- **The task**:
In the records below, some lines contain the word "Moffat". Copy each of them.

Dataset entries:

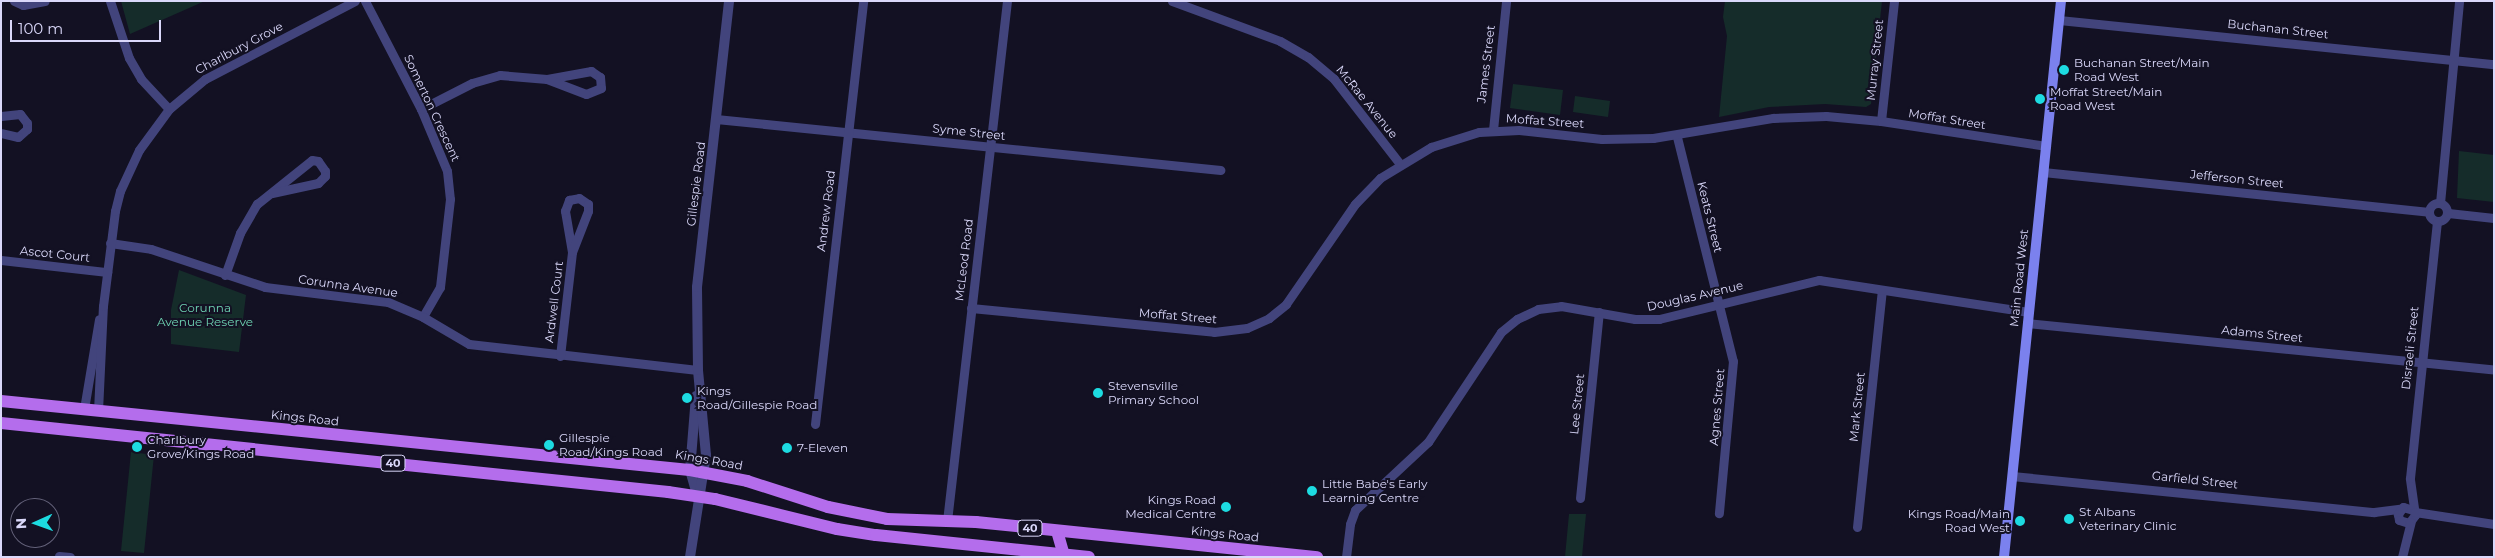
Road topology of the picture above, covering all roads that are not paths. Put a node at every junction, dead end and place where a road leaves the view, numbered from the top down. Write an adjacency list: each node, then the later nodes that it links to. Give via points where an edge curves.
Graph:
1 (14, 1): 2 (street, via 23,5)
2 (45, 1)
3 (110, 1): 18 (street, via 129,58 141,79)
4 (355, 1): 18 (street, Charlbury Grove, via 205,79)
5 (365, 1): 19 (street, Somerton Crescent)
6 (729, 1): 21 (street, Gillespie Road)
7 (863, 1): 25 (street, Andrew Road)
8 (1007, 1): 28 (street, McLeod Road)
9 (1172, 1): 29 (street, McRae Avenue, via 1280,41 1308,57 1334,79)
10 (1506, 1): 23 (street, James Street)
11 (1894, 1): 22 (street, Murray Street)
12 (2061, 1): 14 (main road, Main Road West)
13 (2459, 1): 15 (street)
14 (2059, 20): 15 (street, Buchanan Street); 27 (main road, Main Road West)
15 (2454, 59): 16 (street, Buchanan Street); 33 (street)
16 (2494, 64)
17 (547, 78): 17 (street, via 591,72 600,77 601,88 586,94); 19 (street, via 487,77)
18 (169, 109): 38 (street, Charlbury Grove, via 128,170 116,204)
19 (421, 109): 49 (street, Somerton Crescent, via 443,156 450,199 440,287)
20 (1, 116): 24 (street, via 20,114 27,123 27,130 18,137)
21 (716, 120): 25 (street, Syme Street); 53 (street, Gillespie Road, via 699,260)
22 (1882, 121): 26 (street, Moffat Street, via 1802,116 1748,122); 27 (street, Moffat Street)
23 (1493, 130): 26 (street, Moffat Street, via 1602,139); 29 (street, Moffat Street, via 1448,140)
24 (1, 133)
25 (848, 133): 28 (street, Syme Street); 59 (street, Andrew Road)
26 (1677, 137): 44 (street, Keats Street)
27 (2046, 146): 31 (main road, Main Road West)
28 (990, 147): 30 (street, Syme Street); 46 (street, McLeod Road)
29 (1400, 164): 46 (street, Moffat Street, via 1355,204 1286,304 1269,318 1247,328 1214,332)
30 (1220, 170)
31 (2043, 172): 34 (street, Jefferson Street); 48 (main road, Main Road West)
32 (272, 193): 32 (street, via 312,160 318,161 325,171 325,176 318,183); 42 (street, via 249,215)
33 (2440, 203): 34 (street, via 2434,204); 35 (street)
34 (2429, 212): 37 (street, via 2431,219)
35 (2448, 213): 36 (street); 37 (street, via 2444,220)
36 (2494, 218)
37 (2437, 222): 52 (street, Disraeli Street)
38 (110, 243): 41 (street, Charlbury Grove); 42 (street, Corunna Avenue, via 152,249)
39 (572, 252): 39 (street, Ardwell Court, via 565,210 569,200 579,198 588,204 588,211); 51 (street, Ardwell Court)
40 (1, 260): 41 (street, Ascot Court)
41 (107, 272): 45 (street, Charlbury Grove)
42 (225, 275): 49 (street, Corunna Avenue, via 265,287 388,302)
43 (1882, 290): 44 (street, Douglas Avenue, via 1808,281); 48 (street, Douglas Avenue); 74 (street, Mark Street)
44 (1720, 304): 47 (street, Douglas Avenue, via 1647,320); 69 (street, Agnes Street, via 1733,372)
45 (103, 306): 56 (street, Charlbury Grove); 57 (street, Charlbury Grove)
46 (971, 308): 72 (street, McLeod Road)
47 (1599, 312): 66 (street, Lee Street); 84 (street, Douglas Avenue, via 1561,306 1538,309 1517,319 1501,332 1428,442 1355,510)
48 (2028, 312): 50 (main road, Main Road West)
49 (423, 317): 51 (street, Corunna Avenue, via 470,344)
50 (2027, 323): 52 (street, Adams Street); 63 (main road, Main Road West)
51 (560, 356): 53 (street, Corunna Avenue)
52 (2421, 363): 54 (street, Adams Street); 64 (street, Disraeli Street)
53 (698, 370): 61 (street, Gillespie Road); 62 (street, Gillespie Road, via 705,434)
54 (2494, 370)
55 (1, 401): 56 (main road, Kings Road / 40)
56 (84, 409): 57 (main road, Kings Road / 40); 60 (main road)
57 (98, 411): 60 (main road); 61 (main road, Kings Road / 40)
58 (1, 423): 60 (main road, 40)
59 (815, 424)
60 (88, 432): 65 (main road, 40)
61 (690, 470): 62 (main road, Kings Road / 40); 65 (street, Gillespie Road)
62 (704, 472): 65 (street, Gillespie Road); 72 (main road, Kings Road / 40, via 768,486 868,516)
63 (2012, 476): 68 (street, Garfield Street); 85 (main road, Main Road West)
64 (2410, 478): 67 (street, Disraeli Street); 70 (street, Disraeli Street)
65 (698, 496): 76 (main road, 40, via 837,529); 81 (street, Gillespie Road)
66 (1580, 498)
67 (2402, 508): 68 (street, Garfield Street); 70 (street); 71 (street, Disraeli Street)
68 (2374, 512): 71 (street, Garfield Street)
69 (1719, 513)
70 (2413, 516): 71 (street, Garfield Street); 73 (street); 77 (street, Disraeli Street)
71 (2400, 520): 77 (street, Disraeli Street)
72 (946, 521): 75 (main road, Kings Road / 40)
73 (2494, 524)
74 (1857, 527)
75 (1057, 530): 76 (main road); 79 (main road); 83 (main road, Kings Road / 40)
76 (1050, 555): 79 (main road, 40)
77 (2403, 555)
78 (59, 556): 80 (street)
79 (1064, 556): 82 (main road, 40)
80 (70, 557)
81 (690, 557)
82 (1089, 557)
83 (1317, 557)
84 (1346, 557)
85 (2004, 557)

- **Solved problem**:
22 (1882, 121): 26 (street, Moffat Street, via 1802,116 1748,122); 27 (street, Moffat Street)
23 (1493, 130): 26 (street, Moffat Street, via 1602,139); 29 (street, Moffat Street, via 1448,140)
29 (1400, 164): 46 (street, Moffat Street, via 1355,204 1286,304 1269,318 1247,328 1214,332)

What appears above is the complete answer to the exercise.